Exercise goal:
Select, from the data, each line where "Escobedo" occurs.
======== Information given ========
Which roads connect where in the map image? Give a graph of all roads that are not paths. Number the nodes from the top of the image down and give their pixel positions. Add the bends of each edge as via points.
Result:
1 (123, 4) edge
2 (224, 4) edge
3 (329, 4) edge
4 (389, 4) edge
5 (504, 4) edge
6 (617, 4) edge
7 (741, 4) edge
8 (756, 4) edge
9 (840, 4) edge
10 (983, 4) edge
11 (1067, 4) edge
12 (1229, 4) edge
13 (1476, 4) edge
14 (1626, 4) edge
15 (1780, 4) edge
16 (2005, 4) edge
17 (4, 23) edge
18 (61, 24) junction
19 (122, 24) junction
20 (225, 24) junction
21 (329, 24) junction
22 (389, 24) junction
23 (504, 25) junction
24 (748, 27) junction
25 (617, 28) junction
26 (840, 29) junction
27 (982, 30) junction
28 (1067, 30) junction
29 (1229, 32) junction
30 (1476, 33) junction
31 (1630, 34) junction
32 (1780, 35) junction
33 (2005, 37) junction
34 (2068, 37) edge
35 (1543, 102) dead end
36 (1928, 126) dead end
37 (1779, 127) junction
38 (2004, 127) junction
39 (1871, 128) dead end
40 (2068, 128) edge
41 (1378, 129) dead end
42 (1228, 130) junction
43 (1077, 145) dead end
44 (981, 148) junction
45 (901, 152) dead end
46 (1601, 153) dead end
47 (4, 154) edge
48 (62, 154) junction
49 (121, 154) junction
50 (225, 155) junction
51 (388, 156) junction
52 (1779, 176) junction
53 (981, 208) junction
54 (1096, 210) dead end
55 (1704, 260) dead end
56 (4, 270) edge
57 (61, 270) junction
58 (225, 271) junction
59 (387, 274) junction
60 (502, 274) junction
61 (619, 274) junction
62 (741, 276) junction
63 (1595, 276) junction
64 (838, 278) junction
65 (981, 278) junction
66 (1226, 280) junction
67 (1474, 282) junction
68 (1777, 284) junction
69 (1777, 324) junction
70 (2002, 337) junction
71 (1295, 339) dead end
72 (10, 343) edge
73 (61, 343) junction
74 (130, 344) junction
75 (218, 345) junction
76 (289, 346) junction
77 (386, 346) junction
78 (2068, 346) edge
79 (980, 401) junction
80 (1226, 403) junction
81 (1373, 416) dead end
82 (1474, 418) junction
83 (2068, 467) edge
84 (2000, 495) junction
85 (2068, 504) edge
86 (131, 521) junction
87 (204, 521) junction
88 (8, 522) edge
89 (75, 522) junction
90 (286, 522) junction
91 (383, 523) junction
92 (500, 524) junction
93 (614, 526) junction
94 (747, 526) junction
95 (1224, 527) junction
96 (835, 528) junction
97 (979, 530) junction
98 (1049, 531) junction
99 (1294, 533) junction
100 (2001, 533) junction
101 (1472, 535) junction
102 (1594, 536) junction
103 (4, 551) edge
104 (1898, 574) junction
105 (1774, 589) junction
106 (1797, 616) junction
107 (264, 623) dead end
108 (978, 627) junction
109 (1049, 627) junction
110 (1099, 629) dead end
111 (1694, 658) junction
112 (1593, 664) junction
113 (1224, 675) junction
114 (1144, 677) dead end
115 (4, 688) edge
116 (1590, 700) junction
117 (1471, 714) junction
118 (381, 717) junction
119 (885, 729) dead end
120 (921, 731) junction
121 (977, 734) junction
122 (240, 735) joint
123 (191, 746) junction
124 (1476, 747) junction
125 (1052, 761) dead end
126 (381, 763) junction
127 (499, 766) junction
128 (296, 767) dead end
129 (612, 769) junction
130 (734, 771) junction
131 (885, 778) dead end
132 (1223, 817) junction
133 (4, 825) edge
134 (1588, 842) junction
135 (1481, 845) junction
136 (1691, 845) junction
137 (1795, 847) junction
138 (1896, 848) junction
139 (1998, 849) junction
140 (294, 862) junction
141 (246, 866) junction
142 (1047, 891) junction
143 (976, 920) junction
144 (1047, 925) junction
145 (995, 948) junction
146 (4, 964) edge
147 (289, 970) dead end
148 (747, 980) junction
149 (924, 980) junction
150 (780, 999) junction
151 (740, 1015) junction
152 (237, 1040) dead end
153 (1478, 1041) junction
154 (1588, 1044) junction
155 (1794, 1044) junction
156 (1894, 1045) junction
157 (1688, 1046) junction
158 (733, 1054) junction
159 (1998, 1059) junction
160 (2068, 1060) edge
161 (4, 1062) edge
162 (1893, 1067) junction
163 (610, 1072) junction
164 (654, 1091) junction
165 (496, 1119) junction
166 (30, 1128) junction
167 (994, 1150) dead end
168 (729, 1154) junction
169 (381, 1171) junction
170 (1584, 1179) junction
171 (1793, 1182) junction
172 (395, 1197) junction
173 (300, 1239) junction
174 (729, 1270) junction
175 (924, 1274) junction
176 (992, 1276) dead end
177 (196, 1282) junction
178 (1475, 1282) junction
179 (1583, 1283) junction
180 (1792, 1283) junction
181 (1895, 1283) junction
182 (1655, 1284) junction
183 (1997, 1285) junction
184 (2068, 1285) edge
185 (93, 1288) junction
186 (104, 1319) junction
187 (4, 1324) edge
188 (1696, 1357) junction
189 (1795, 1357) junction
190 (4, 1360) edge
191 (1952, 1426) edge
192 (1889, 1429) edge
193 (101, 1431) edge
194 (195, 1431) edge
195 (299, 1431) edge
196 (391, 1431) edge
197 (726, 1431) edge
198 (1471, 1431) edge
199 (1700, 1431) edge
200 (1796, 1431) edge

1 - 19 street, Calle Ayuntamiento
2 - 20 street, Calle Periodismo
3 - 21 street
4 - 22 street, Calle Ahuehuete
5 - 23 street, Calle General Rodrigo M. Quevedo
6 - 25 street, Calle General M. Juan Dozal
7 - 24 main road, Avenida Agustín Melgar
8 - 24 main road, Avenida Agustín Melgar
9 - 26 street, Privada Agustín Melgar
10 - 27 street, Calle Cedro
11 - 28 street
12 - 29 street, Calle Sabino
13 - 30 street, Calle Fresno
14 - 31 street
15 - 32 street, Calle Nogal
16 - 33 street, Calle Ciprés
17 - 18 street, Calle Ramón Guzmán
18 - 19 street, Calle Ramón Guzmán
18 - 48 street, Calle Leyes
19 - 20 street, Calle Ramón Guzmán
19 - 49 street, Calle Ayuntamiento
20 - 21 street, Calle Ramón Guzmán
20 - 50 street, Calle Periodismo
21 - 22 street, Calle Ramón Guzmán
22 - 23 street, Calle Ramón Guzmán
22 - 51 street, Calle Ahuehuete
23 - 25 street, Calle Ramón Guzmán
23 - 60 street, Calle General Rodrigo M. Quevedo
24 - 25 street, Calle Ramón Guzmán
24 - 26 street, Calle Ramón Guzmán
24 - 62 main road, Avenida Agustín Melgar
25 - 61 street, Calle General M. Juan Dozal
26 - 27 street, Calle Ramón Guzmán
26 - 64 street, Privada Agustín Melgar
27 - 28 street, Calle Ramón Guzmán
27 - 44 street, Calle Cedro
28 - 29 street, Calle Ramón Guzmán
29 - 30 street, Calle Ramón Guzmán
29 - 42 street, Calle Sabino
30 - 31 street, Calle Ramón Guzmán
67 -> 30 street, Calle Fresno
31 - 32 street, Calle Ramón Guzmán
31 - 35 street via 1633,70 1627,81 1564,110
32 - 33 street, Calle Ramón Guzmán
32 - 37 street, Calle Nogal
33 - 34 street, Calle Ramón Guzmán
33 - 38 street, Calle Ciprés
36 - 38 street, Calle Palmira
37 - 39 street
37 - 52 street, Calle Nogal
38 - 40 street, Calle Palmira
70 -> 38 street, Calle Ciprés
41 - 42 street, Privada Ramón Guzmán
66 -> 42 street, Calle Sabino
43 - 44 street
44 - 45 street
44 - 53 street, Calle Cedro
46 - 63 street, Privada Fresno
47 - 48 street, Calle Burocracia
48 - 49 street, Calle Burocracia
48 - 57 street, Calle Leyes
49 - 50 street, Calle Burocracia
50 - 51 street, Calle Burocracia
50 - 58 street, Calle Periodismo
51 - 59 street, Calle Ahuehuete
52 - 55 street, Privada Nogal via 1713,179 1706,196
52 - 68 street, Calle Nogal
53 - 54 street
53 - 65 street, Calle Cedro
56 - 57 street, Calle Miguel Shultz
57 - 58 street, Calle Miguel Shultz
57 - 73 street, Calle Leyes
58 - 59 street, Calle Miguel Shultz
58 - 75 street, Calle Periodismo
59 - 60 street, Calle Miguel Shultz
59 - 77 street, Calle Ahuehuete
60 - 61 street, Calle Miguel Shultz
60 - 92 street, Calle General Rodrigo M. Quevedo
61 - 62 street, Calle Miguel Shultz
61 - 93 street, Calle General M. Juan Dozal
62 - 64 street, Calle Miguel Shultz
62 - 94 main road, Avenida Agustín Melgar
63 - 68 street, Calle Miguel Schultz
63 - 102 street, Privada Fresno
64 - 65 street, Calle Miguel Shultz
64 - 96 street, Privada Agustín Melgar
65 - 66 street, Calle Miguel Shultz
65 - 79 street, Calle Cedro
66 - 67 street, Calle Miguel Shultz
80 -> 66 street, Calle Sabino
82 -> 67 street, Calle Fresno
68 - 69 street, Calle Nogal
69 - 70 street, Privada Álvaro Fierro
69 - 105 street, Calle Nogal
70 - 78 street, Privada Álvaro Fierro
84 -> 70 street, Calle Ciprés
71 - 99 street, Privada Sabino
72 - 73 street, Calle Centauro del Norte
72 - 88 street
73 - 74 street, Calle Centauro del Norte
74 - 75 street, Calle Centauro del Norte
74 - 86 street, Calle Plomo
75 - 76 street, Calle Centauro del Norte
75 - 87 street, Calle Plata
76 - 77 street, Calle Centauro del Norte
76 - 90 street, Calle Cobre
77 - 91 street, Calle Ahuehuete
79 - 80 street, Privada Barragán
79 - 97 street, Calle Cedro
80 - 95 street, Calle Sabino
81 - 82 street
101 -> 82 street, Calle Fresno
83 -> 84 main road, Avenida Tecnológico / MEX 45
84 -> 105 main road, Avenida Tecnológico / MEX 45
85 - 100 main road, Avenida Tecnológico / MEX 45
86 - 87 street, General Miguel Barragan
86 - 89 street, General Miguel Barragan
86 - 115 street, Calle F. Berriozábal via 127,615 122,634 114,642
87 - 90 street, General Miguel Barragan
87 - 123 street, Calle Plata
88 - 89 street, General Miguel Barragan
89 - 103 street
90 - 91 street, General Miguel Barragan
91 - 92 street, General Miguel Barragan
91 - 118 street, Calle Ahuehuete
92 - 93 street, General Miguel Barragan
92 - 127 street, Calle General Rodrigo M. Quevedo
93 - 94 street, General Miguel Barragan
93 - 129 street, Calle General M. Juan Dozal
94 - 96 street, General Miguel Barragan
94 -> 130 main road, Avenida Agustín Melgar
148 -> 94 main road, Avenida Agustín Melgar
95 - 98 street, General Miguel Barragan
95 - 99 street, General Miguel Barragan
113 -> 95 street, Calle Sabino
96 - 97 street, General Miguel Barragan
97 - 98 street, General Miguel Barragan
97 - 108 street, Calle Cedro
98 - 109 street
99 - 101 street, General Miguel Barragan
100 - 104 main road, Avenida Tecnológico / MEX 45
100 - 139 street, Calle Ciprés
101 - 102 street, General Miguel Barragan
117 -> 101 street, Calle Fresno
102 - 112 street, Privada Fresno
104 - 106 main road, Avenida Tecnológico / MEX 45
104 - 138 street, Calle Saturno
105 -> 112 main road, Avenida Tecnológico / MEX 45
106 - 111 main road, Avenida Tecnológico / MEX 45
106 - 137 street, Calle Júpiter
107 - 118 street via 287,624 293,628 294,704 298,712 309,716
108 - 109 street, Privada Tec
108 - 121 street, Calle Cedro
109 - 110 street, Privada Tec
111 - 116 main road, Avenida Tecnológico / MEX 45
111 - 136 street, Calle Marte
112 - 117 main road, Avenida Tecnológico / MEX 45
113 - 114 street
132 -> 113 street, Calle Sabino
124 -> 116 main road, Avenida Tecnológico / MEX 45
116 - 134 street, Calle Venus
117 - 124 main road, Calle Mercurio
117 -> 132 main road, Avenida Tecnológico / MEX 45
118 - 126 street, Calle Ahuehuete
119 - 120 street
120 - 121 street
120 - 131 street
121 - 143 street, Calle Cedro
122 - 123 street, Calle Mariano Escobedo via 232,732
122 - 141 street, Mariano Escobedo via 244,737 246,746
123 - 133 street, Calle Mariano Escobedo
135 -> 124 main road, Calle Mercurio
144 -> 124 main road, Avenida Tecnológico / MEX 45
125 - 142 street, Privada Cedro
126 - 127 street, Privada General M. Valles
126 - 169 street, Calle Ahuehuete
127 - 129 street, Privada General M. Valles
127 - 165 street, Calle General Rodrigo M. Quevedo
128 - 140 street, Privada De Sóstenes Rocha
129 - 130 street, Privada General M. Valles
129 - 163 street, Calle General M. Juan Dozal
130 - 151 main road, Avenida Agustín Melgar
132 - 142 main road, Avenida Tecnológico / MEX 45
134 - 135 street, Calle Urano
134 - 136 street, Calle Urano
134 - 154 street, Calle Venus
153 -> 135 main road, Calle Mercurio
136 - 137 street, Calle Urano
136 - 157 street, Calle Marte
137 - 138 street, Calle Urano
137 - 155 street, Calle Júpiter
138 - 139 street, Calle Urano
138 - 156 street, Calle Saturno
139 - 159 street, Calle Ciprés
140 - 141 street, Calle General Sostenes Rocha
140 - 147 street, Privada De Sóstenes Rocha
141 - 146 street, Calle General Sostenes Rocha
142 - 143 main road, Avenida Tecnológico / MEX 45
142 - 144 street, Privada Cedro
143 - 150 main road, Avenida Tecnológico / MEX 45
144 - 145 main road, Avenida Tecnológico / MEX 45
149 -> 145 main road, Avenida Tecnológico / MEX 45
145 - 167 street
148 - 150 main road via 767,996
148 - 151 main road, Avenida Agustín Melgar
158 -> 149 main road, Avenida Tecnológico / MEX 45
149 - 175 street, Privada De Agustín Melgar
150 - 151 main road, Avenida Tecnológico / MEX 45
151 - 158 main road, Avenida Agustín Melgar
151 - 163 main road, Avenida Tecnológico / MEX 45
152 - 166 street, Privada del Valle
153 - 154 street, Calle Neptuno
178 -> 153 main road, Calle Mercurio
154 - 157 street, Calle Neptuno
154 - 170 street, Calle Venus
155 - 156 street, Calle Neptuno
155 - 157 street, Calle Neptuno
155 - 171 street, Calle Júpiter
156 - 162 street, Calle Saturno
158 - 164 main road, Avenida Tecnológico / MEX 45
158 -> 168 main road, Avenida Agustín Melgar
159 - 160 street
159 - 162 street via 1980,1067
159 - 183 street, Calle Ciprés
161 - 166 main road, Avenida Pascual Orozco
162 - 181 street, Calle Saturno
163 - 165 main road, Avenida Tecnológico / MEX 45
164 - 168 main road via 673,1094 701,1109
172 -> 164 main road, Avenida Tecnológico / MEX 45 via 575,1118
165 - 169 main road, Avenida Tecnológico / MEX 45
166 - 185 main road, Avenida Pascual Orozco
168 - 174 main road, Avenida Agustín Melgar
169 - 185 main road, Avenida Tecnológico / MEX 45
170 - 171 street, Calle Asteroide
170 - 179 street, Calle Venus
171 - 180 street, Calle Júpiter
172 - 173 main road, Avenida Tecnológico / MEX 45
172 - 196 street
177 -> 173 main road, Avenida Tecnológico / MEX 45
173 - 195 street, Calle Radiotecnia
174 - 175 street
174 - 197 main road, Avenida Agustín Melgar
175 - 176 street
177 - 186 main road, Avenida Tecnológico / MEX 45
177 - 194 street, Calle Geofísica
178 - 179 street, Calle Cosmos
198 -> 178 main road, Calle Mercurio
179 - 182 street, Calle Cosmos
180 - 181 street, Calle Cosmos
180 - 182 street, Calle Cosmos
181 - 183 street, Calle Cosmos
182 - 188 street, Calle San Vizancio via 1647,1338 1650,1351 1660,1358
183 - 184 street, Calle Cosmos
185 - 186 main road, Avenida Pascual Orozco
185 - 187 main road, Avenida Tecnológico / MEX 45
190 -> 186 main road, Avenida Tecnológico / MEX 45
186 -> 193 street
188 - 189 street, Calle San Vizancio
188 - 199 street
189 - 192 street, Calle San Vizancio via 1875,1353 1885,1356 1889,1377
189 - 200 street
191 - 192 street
========
Response to this exercise:
122 - 123 street, Calle Mariano Escobedo via 232,732
122 - 141 street, Mariano Escobedo via 244,737 246,746
123 - 133 street, Calle Mariano Escobedo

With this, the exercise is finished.